### EXERCISE:
Would you transcribe the listing exactly as it stands, minus any images?

### SOURCE INFORMATION:
================

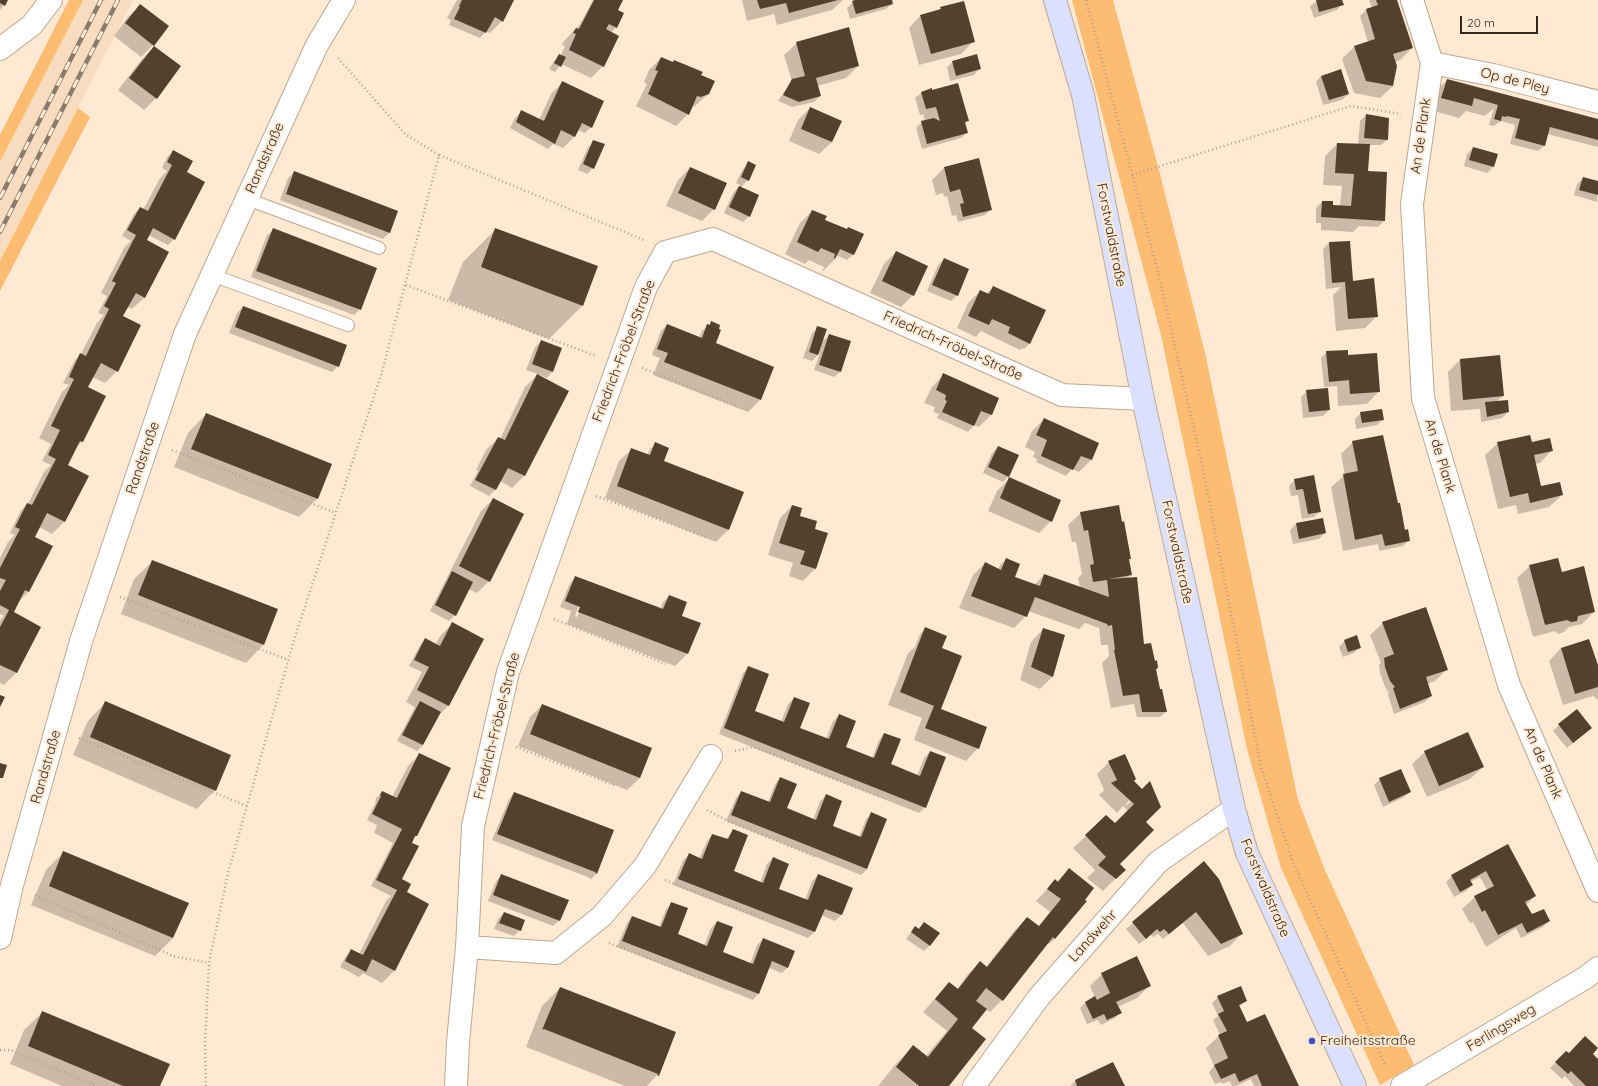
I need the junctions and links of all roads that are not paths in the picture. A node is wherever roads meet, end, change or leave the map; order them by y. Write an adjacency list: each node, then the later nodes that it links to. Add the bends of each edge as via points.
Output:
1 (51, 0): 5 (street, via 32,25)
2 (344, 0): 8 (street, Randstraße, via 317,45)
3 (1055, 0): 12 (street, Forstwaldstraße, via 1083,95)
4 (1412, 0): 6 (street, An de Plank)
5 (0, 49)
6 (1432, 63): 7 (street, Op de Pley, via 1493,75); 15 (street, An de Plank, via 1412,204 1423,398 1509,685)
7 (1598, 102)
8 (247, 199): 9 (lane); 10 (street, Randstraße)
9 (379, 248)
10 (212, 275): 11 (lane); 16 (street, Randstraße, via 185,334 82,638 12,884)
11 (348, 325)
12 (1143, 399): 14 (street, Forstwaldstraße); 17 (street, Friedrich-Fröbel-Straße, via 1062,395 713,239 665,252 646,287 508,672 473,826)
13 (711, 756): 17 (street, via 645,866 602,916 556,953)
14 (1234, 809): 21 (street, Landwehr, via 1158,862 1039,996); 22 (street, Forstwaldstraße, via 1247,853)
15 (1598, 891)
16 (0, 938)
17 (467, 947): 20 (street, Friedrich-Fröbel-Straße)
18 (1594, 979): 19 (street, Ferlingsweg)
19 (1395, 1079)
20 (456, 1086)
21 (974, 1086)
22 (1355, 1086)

================

### ANSWER:
I need the junctions and links of all roads that are not paths in the picture. A node is wherever roads meet, end, change or leave the map; order them by y. Write an adjacency list: each node, then the later nodes that it links to. Add the bends of each edge as via points.
Output:
1 (51, 0): 5 (street, via 32,25)
2 (344, 0): 8 (street, Randstraße, via 317,45)
3 (1055, 0): 12 (street, Forstwaldstraße, via 1083,95)
4 (1412, 0): 6 (street, An de Plank)
5 (0, 49)
6 (1432, 63): 7 (street, Op de Pley, via 1493,75); 15 (street, An de Plank, via 1412,204 1423,398 1509,685)
7 (1598, 102)
8 (247, 199): 9 (lane); 10 (street, Randstraße)
9 (379, 248)
10 (212, 275): 11 (lane); 16 (street, Randstraße, via 185,334 82,638 12,884)
11 (348, 325)
12 (1143, 399): 14 (street, Forstwaldstraße); 17 (street, Friedrich-Fröbel-Straße, via 1062,395 713,239 665,252 646,287 508,672 473,826)
13 (711, 756): 17 (street, via 645,866 602,916 556,953)
14 (1234, 809): 21 (street, Landwehr, via 1158,862 1039,996); 22 (street, Forstwaldstraße, via 1247,853)
15 (1598, 891)
16 (0, 938)
17 (467, 947): 20 (street, Friedrich-Fröbel-Straße)
18 (1594, 979): 19 (street, Ferlingsweg)
19 (1395, 1079)
20 (456, 1086)
21 (974, 1086)
22 (1355, 1086)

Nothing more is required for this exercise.